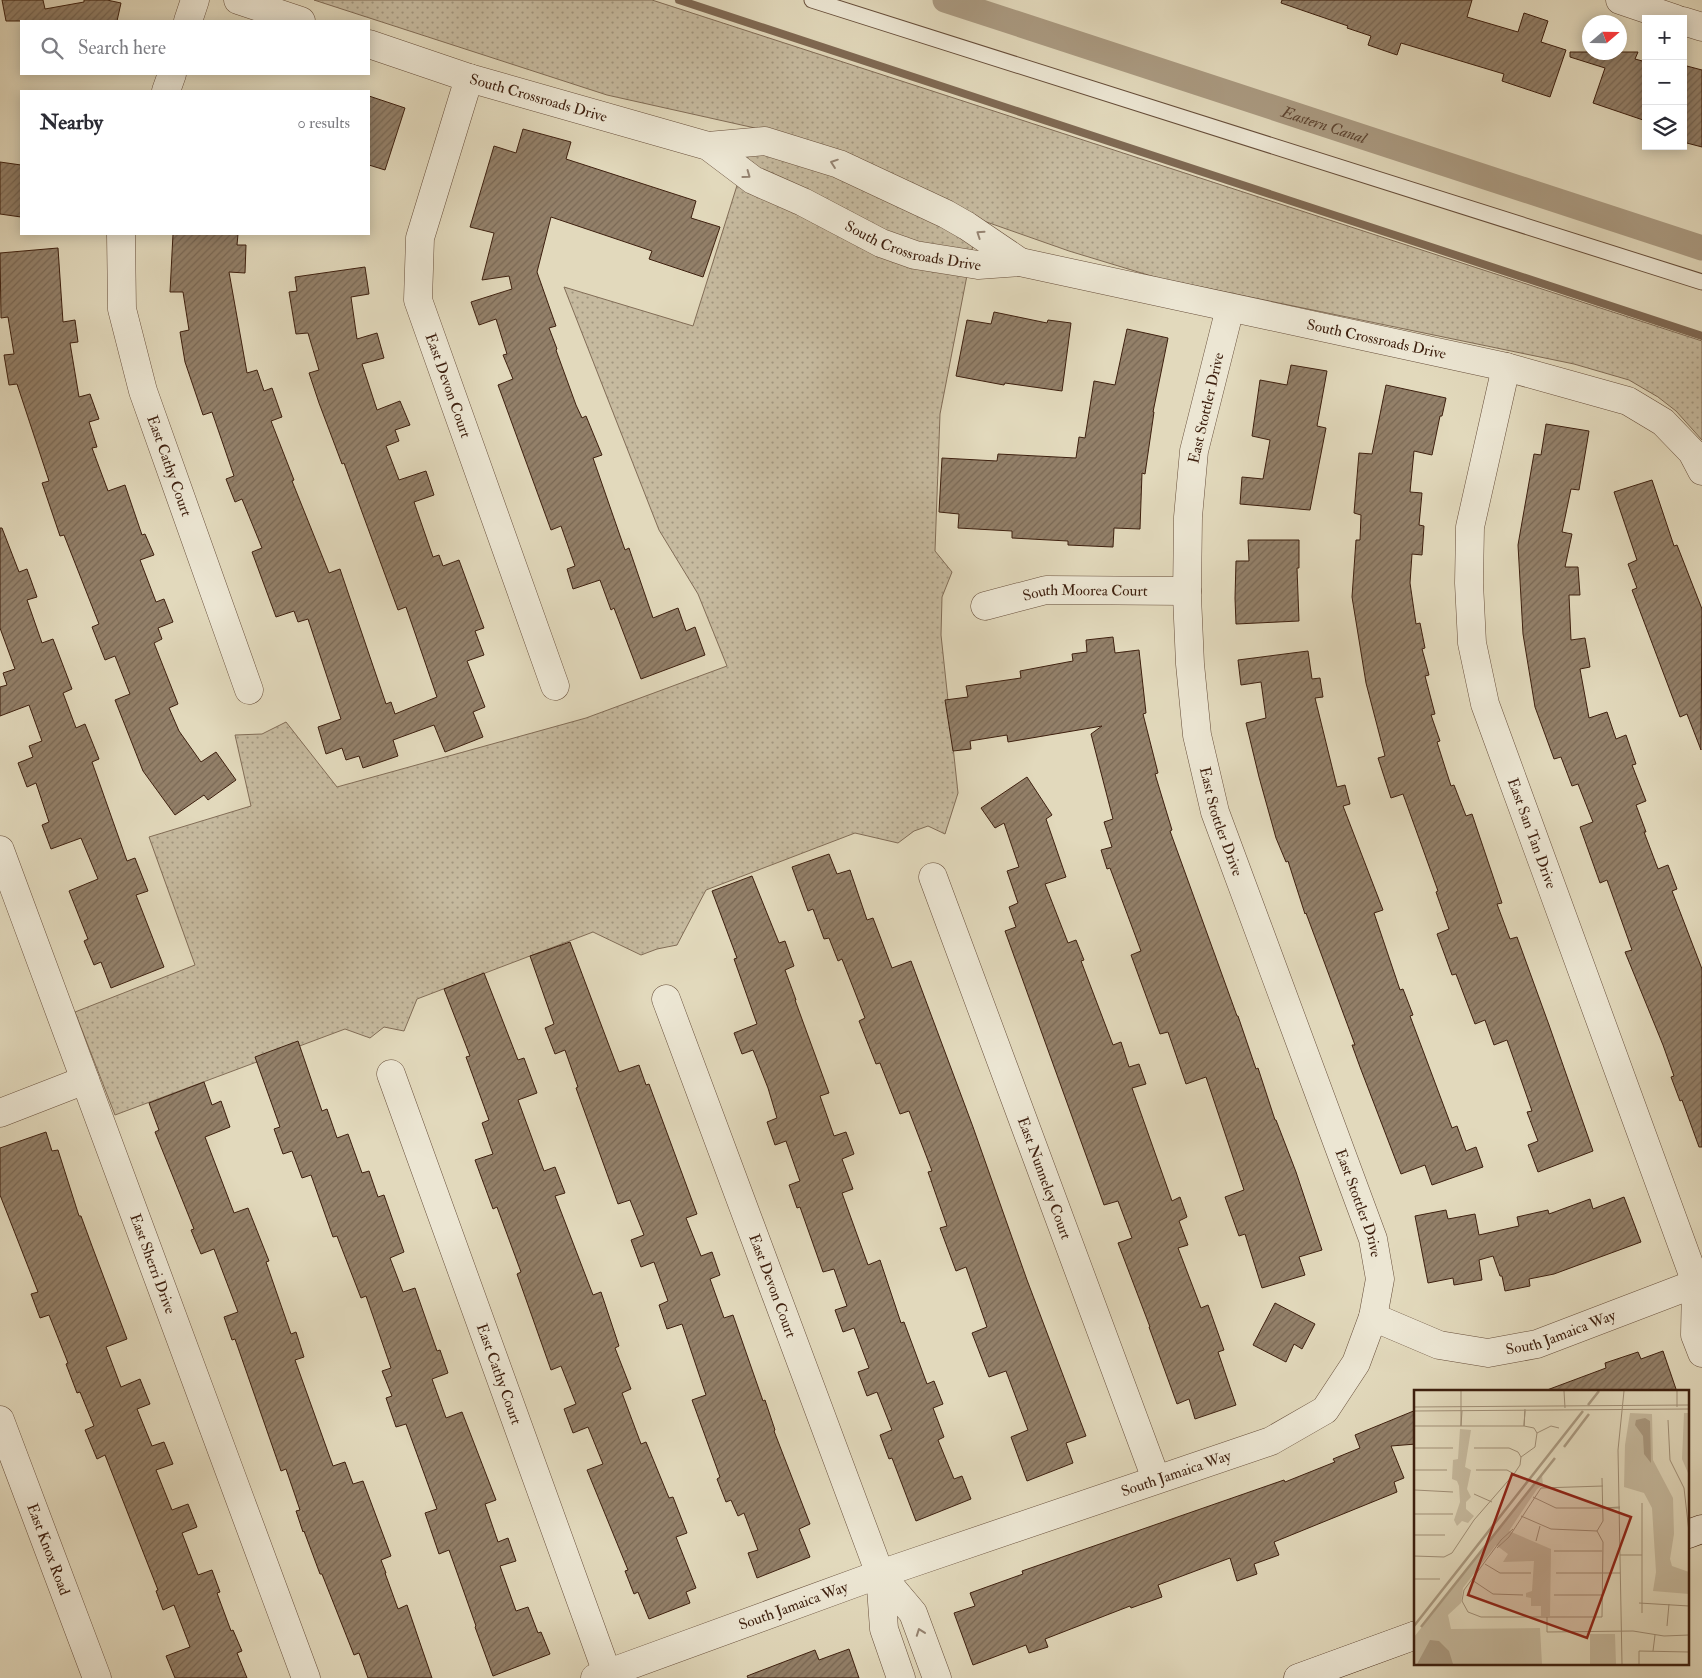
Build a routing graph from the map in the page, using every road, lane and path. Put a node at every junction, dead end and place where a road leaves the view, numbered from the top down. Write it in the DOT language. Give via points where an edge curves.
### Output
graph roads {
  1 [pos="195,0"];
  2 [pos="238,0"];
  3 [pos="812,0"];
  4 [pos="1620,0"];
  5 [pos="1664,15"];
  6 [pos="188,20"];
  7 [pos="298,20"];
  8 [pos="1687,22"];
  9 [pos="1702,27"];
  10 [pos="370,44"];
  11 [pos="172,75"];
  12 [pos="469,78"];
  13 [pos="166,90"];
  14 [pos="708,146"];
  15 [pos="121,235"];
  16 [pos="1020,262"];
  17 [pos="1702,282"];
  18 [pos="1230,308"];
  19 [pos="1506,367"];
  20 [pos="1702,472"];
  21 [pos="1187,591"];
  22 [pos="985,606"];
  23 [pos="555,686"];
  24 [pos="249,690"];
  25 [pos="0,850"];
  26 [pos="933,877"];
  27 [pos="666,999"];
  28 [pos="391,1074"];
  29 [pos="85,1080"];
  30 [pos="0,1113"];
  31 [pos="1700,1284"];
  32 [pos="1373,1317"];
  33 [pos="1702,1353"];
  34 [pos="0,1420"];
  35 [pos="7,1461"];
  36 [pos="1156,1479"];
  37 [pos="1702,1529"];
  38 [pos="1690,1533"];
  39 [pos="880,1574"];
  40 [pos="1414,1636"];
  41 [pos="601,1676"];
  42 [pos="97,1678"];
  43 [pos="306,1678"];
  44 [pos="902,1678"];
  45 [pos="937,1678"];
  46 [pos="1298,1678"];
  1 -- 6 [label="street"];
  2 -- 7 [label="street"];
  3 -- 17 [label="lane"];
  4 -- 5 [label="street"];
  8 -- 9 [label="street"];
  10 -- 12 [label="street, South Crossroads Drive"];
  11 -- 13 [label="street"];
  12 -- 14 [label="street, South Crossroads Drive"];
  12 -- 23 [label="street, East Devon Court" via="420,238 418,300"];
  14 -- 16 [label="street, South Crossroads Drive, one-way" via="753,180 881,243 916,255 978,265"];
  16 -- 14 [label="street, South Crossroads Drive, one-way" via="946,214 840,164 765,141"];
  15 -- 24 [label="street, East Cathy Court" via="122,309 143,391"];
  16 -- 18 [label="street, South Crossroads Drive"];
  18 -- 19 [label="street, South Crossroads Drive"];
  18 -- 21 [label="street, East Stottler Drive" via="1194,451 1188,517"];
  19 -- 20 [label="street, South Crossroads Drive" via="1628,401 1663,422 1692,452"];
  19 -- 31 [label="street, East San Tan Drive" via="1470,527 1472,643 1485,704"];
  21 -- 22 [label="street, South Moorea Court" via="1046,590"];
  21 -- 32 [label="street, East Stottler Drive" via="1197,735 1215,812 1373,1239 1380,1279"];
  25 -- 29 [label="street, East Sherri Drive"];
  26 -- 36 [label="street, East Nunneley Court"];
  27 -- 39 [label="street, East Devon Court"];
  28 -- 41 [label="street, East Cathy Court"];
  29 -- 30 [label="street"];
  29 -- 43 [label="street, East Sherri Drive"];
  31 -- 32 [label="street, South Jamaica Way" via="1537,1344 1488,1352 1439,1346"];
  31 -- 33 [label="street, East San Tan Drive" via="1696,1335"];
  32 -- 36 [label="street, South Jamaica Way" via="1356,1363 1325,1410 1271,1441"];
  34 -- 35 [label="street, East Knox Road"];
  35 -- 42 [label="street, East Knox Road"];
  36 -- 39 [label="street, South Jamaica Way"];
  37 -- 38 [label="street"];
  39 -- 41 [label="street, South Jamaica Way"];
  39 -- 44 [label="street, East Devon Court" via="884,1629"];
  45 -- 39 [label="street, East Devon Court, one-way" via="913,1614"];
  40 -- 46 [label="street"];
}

■ ■ ■ ■ ■ ■ ■

Which lines in the data hold the string "Devon"? Copy each of them.

  12 -- 23 [label="street, East Devon Court" via="420,238 418,300"];
  27 -- 39 [label="street, East Devon Court"];
  39 -- 44 [label="street, East Devon Court" via="884,1629"];
  45 -- 39 [label="street, East Devon Court, one-way" via="913,1614"];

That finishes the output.